Conditions générales de l’octroi d’une dérogation en matière de constructions

Le Tribunal fédéral s’est récemment prononcé dans une affaire concernant la construction d’une habitation à toit plat (canton de Soleure). Le règlement communal prévoit un régime général pour l’aménagement des toits en zone résidentielle W3. Ceux-ci doivent être généralement inclinés. Des « exceptions » sont néanmoins possibles; les toitures plates sur les bâtiments principaux et les annexes peuvent être approuvées sur demande, pour autant qu’elles s’intègrent dans l’environnement.

La Cour examine les conditions d’octroi d’une dérogation ou d’une exception (c. 6). Leur but est d’éliminer le durcissement et l’inadéquation évidente d’une norme dans des cas individuels, compte tenu de circonstances particulières auxquelles le législateur ne pouvait s’attendre en établissant la norme générale et abstraite. Dans ces circonstances particulières, l’application stricte de la norme conduirait à un résultat manifestement indésirable.
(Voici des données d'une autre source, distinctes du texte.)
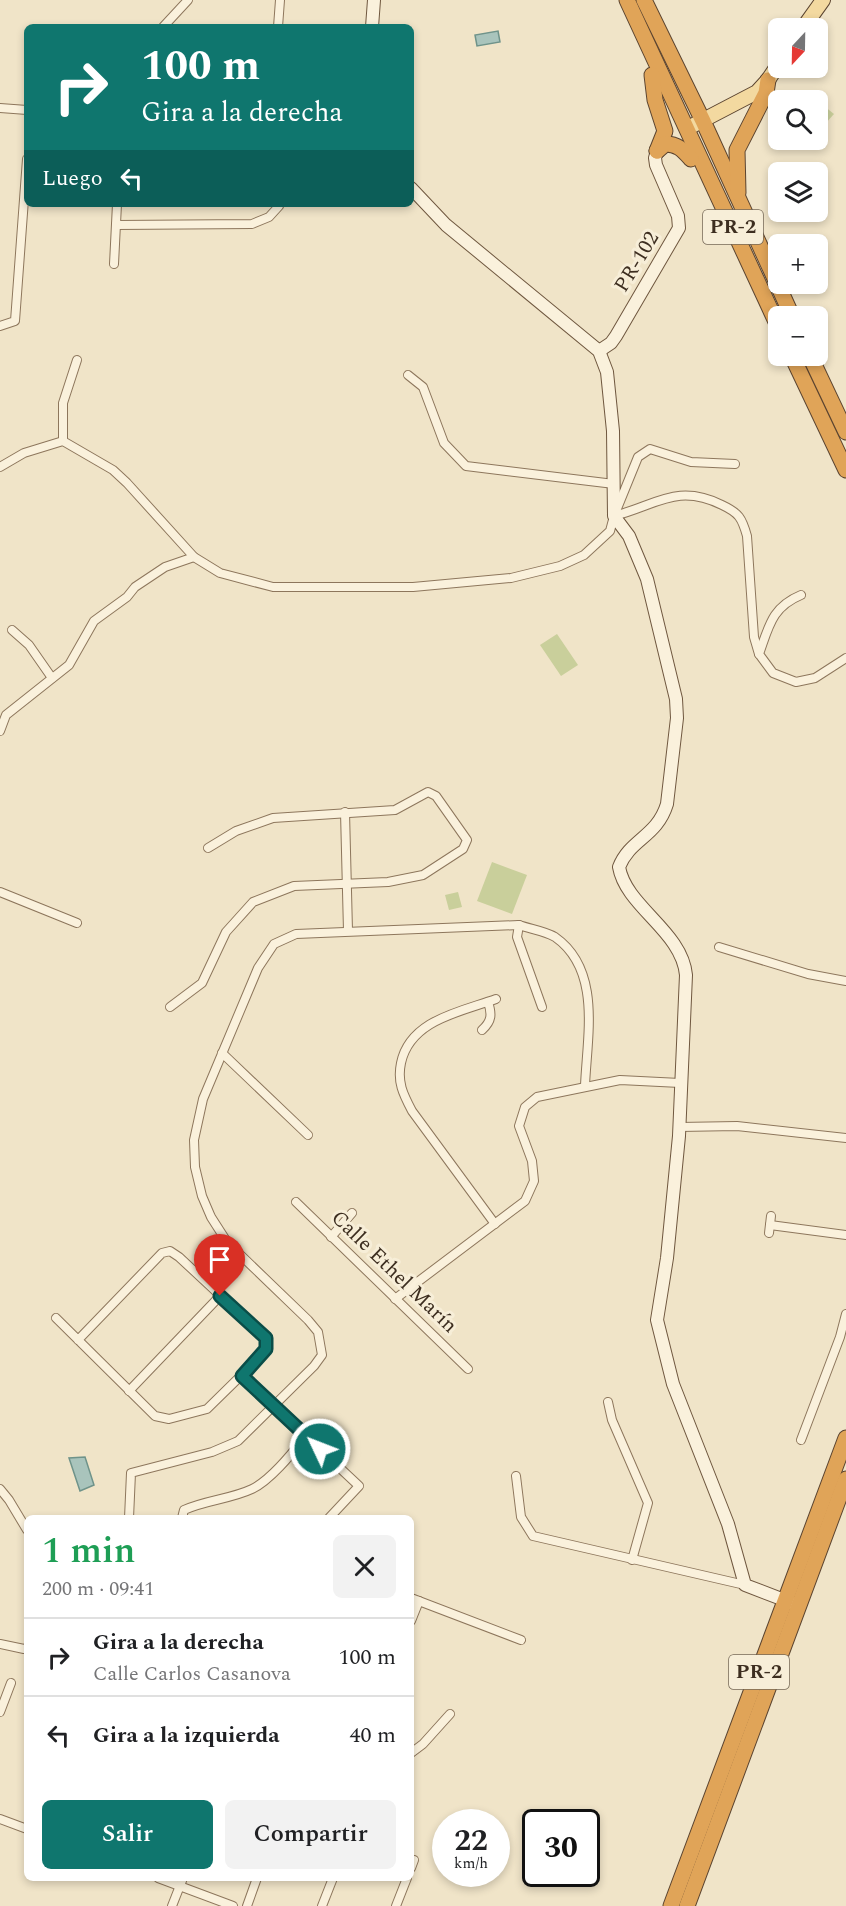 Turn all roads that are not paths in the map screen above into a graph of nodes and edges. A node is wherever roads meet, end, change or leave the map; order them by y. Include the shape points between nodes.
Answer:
1 (188, 0) edge
2 (280, 0) edge
3 (374, 0) edge
4 (617, 0) edge
5 (627, 0) edge
6 (644, 0) edge
7 (823, 0) edge
8 (810, 18) edge
9 (166, 24) edge
10 (278, 24) edge
11 (372, 24) edge
12 (652, 75) junction
13 (768, 80) joint
14 (0, 108) edge
15 (24, 110) edge
16 (703, 121) junction
17 (688, 128) junction
18 (657, 151) junction
19 (691, 159) junction
20 (414, 191) edge
21 (739, 202) junction
22 (24, 207) edge
23 (117, 207) edge
24 (278, 207) edge
25 (116, 225) junction
26 (114, 264) dead end
27 (751, 267) junction
28 (769, 306) edge
29 (787, 306) edge
30 (0, 326) edge
31 (599, 351) junction
32 (77, 360) dead end
33 (797, 366) edge
34 (815, 366) edge
35 (408, 375) dead end
36 (846, 432) edge
37 (63, 441) junction
38 (735, 464) dead end
39 (0, 467) edge
40 (846, 470) edge
41 (614, 484) junction
42 (614, 516) junction
43 (194, 557) junction
44 (801, 595) dead end
45 (12, 630) dead end
46 (759, 654) junction
47 (846, 658) edge
48 (52, 678) junction
49 (0, 731) edge
50 (345, 813) junction
51 (208, 848) dead end
52 (347, 883) junction
53 (0, 892) edge
54 (77, 922) dead end
55 (519, 925) junction
56 (348, 931) junction
57 (719, 947) dead end
58 (846, 981) edge
59 (547, 992) dead end
60 (539, 998) junction
61 (173, 1005) dead end
62 (542, 1007) dead end
63 (482, 1030) dead end
64 (222, 1053) junction
65 (680, 1083) junction
66 (585, 1086) junction
67 (679, 1127) junction
68 (308, 1135) dead end
69 (846, 1137) edge
70 (296, 1202) dead end
71 (352, 1213) dead end
72 (495, 1224) junction
73 (770, 1225) dead end
74 (846, 1235) edge
75 (331, 1236) junction
76 (220, 1296) junction
77 (395, 1299) junction
78 (846, 1314) edge
79 (56, 1318) dead end
80 (78, 1340) junction
81 (468, 1369) dead end
82 (242, 1376) junction
83 (129, 1391) junction
84 (608, 1402) dead end
85 (274, 1406) junction
86 (306, 1436) junction
87 (846, 1438) edge
88 (801, 1440) dead end
89 (516, 1476) dead end
90 (846, 1479) edge
91 (0, 1489) edge
92 (129, 1515) edge
93 (183, 1515) edge
94 (332, 1515) edge
95 (24, 1525) edge
96 (632, 1560) junction
97 (745, 1585) junction
98 (415, 1600) edge
99 (793, 1603) junction
100 (521, 1640) dead end
101 (0, 1644) edge
102 (24, 1649) edge
103 (11, 1683) dead end
104 (0, 1712) edge
105 (450, 1714) dead end
106 (414, 1751) edge
107 (0, 1819) edge
108 (24, 1828) edge
109 (256, 1881) edge
110 (332, 1881) edge
111 (406, 1881) edge
112 (181, 1882) edge
113 (172, 1906) edge
114 (233, 1906) edge
115 (247, 1906) edge
116 (322, 1906) edge
117 (396, 1906) edge
118 (671, 1906) edge
119 (687, 1906) edge

1 - 9 street
2 - 10 street
3 - 11 street
4 - 12 highway
5 - 17 highway, PR-2
6 - 16 highway, PR-2
7 - 8 main road
12 - 18 highway via 665,130
12 - 19 highway
13 - 16 main road via 743,101
13 - 21 highway via 766,93 737,150
14 - 15 street
16 - 17 main road
16 - 21 highway, PR-2
17 - 27 highway, PR-2
18 - 19 highway via 665,144 675,145
18 - 31 street, PR-102 / PR-102 via 656,165 678,216 679,228 616,336
19 - 27 highway via 741,259
20 - 31 street via 446,225
21 - 29 highway, PR-2
22 - 30 street via 15,321
23 - 25 street
24 - 25 street via 269,217 252,224
25 - 26 street
27 - 28 highway, PR-2
31 - 41 street via 607,372
32 - 37 street via 63,404
33 - 40 highway
34 - 36 highway
35 - 41 street via 423,387 444,443 466,465
37 - 39 street via 24,453
37 - 43 street via 120,477
38 - 42 street via 691,462 650,449 638,457
41 - 42 street
42 - 43 street via 610,531 584,555 560,566 512,578 413,587 273,587 220,573
42 - 46 street via 664,498 690,494 736,512 747,536 754,638
42 - 65 street via 633,545 647,579 676,699 677,718 663,816 626,853 619,867 625,884 685,964
43 - 48 street via 165,567 94,621 69,664
44 - 46 street via 773,615
45 - 48 street via 29,645
46 - 47 street via 773,673 796,682 815,678
48 - 49 street via 6,716
50 - 51 street via 273,818 236,831
50 - 52 street
50 - 52 street via 395,810 428,792 436,796 467,840 463,849 423,875 388,882
52 - 56 street
52 - 61 street via 294,886 253,902 226,932 202,983
53 - 54 street
55 - 56 street
55 - 60 street via 517,937
55 - 66 street via 552,935 568,948 581,968 589,1001
56 - 64 street via 296,934 274,944 258,968
57 - 58 street via 808,974
59 - 60 street
60 - 62 street
63 - 72 street via 491,1017 492,1000 438,1019 416,1032 403,1052 399,1074 402,1093 412,1111
64 - 68 street
64 - 85 street via 202,1099 194,1140 202,1196 227,1242 308,1320 321,1342 322,1356
65 - 66 street via 620,1080
65 - 67 street
66 - 72 street via 537,1097 525,1107 519,1126 532,1161 534,1181 525,1201
67 - 69 street via 737,1126
67 - 97 street via 657,1320 673,1384 728,1524
70 - 75 street, Calle Ethel Marín
71 - 75 street
72 - 77 street
73 - 74 street
75 - 77 street, Calle Ethel Marín
76 - 80 street via 179,1257 170,1251 162,1252
76 - 82 street via 266,1338 266,1349
76 - 83 street
77 - 81 street, Calle Ethel Marín
78 - 88 street
79 - 80 street
80 - 83 street
82 - 83 street via 207,1409 169,1419 155,1416
82 - 85 street
84 - 96 street via 648,1503
85 - 86 street
85 - 92 street via 227,1447 131,1473
86 - 93 street via 254,1488 193,1506
86 - 94 street via 359,1486
87 - 99 highway, PR-2
89 - 96 street via 521,1517 532,1536
90 - 99 highway, PR-2
91 - 95 street
96 - 97 street
97 - 99 street
98 - 100 street
99 - 118 highway, PR-2
99 - 119 highway, PR-2
101 - 102 street
103 - 104 street
105 - 106 street
107 - 108 street
109 - 115 street
110 - 116 street
111 - 117 street
112 - 113 street
112 - 114 street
Selon la jurisprudence, les exceptions ne doivent pas être interprétées de manière restrictive dès le départ, mais selon les méthodes d’interprétation habituelles. L’exception doit servir la loi ou au moins les objectifs poursuivis par la loi. La dérogation doit permettre de trouver une solution qui corresponde à l’intention du législateur si celui-ci avait été confronté au cas particulier. Néanmoins, l’octroi d’une dérogation doit impliquer une situation exceptionnelle et ne peut devenir la règle, faute de quoi l’autorité d’application se substituerait au législateur par sa pratique différente.

Dans le cas d’espèce, le régime dérogatoire permis par le droit cantonal n’enlève rien au fait qu’une dérogation présuppose toujours l’existence d’une situation exceptionnelle. Il appartient alors à l’autorité de vérifier soigneusement s’il existe une telle situation – laquelle s’écarte du cas standard.

Le Tribunal fédéral admet le recours en cela que l’autorité s’est limitée a déclaré qu’un bâtiment dont le toit est plat s’intègre généralement plus à son environnement qu’un bâtiment dont le toit est en pente. Elle n’a pas examiné attentivement s’il existe une situation exceptionnelle qui justifierait ou même forcerait l’octroi d’une dérogation dans le cas d’espèce.

Tribunal fédéral IC_147/2019 du 1.11.2019

Autonomie des communes, droit des constructions

La CDAP admet le recours de voisins à l’encontre de la construction de deux bâtiments sur le territoire  de la commune de Lutry; elle annule ainsi l’autorisation de bâtir délivrée par la commune, les exigences en matière de hauteur des bâtiment n’étant pas respectées selon elle. Les constructeurs ainsi que la commune recourent auprès du TF contre cette décision, en invoquant en particulier une violation de l’autonomie communale (art. 50 Cst.) et une application arbitraire des disposition cantonales (notamment l’art. 19 RCAT). La Cour fédérale rappelle qu’en droit cantonal vaudois, les communes jouissent d’une autonomie maintes fois reconnue lorsqu’elles définissent, par des plans, l’affectation de leur territoire, et lorsqu’elles appliquent le droit des constructions. Dans un tel contexte, lorsqu’en réponse à une demande d’autorisation de construire l’autorité communale interprète son règlement en matière de construction et apprécie les circonstances locales, elle bénéficie d’une liberté d’appréciation particulière, que l’instance cantonale de recours contrôle avec retenue. 

Le Tribunal fédéral examine librement la décision de l’instance cantonale de recours, dès lors qu’il y va de l’application du droit constitutionnel fédéral ou cantonal. Dans le cas d’espèce, il constate que la CDAP s’est écartée sans motifs objectifs de l’interprétation faite par la commune de son propre règlement des constructions, violant en cela l’autonomie dont elle jouit en cette matière. Le recours est ainsi admis et l’autorisation de bâtir validée.